Come si vede, in questo quadro i due attori principali – governi e popoli – sono sulla scena fin dall’inizio. Ma a livello di decisione politica l’iniziativa spetterà in una prima fase ai governi che, sostenuti dalla pubblica opinione, stipuleranno il “Patto federale”, e in una fase immediatamente successiva coinvolgerà la sovranità popolare di cui la Costituente, e la Costituzione che essa scriverà, sarà l’espressione.

Dire tutto questo significa superare alcune incertezze che si colgono a volte nel dibattito su questi temi e che derivano, mi pare, dal non aver individuato il percorso necessario alla nascita del nucleo federale. In quale ambito, si chiede qualcuno, deve essere eletta la Costituente? La risposta è ovvia: nell’ambito degli Stati firmatari del Patto federale; nessun altro elettorato ha titolo e diritto per parteciparvi. Ancora: avrà un ruolo il Parlamento europeo nel lavoro costituente? Evidentemente no, per la stessa ragione: esso rappresenta l’elettorato dei venticinque paesi dell’Unione e non può interferire nelle decisioni che prenderà il popolo dei paesi del Patto.
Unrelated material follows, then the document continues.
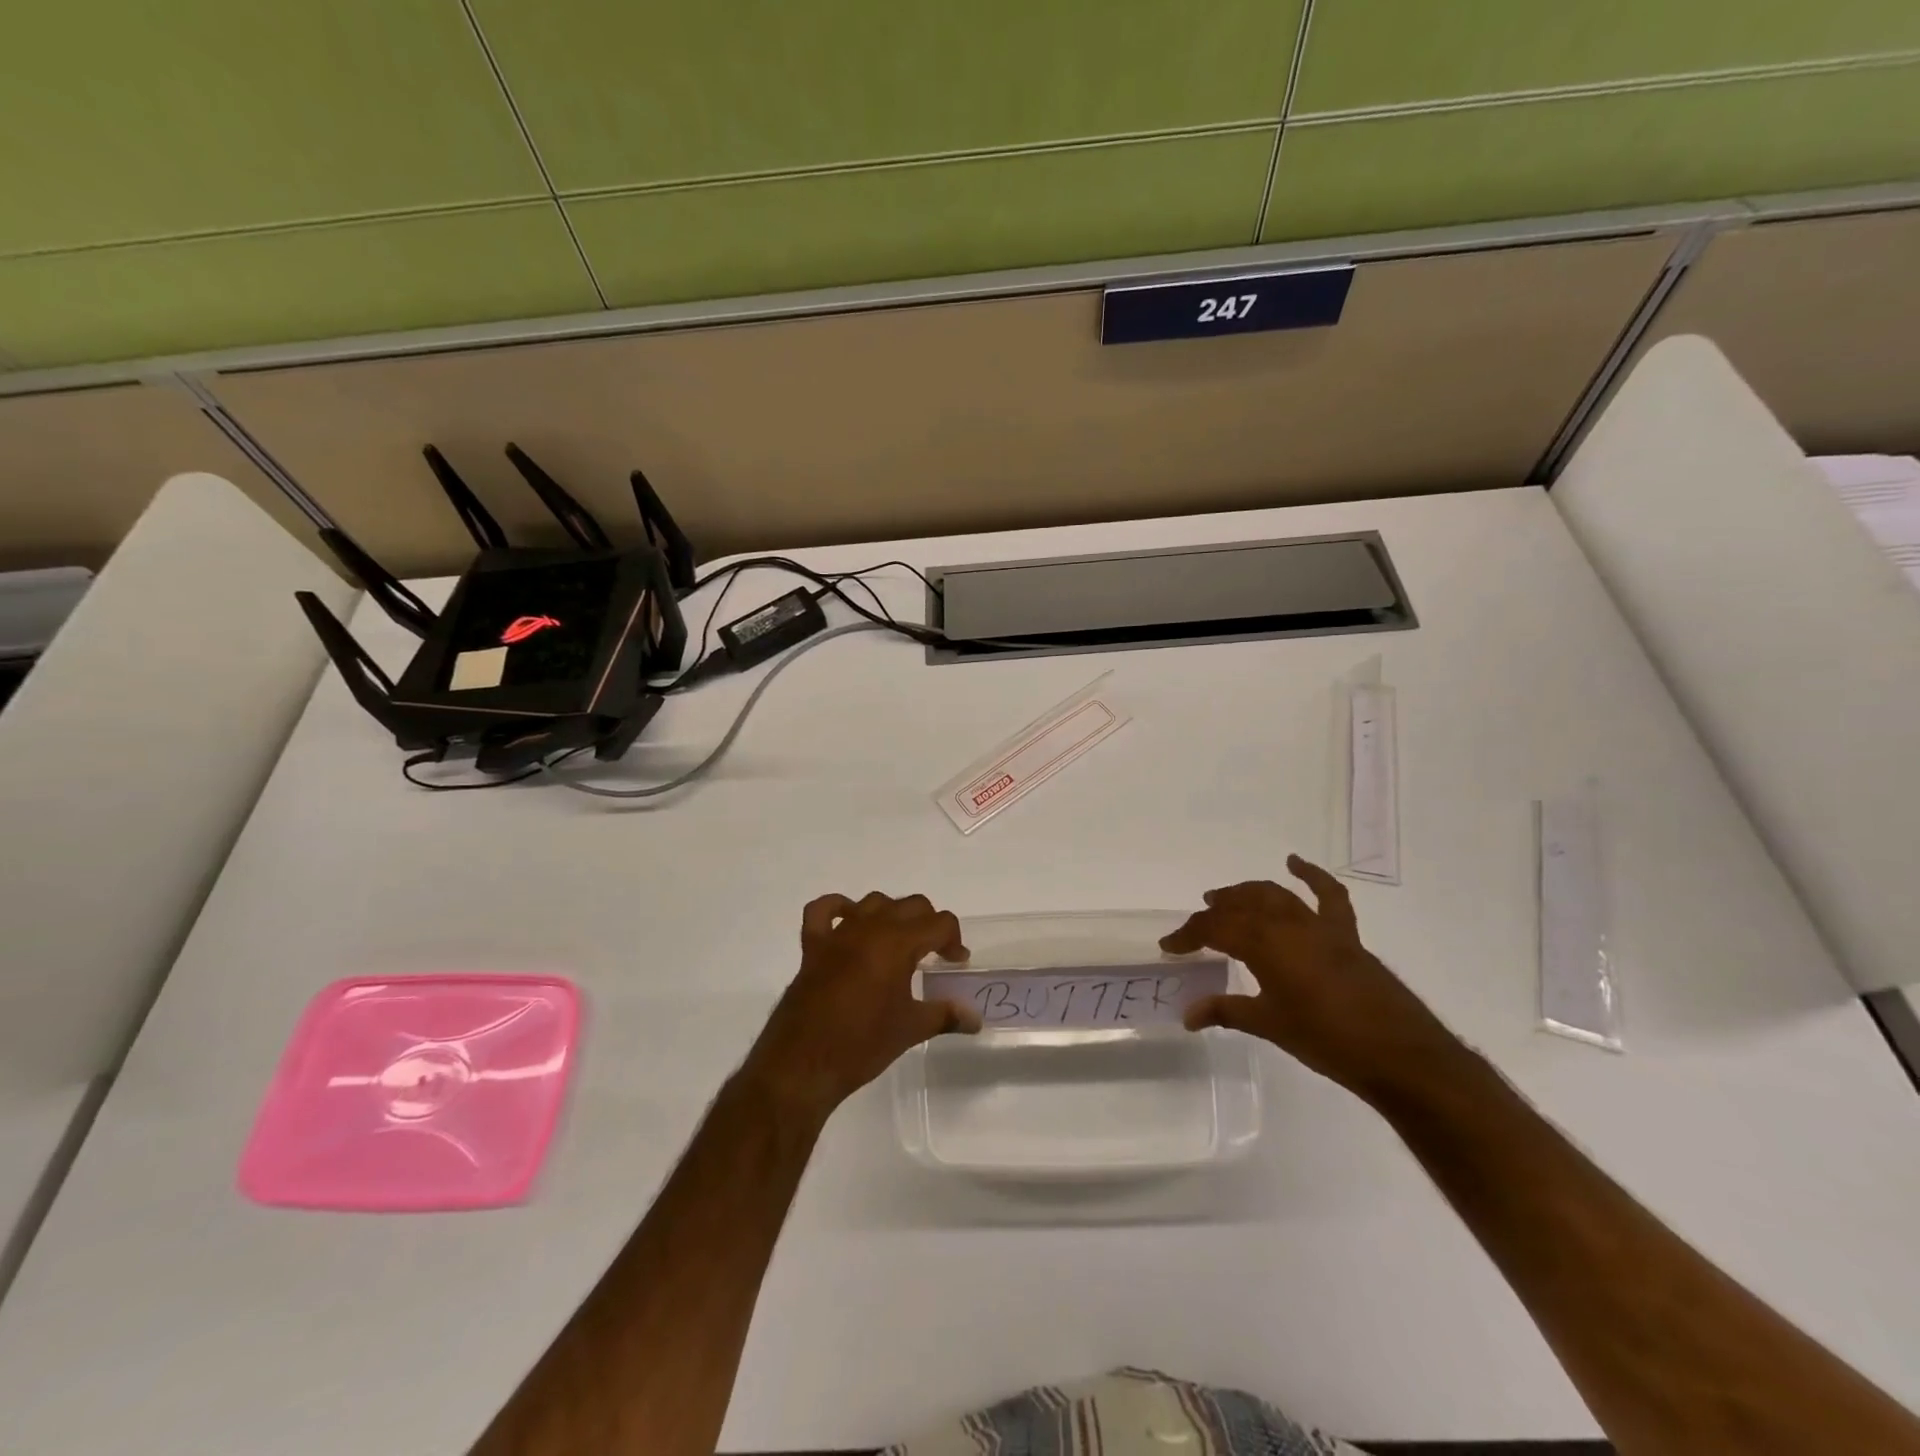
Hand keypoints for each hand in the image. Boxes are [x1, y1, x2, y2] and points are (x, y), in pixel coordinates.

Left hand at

Tuttavia gli europarlamentari appartenenti ai Paesi del Patto saranno chiamati a sostenere nel Parlamento europeo le ragioni per cui i loro popoli si uniscono in un nucleo federale aperto a tutti, e potranno contribuire a definire i rapporti tra il nuovo soggetto politico e gli altri membri dell’Unione.

 

(*) Rimando per queste considerazioni alla lucida analisi e proposta fatta due anni fa da Francesco Rossolillo, Il patto federale, in Il federalista 2003 n.2 pp. 7181. Quel breve saggio rivela oggi, in una situazione europea di seria crisi, la sua piena attualità.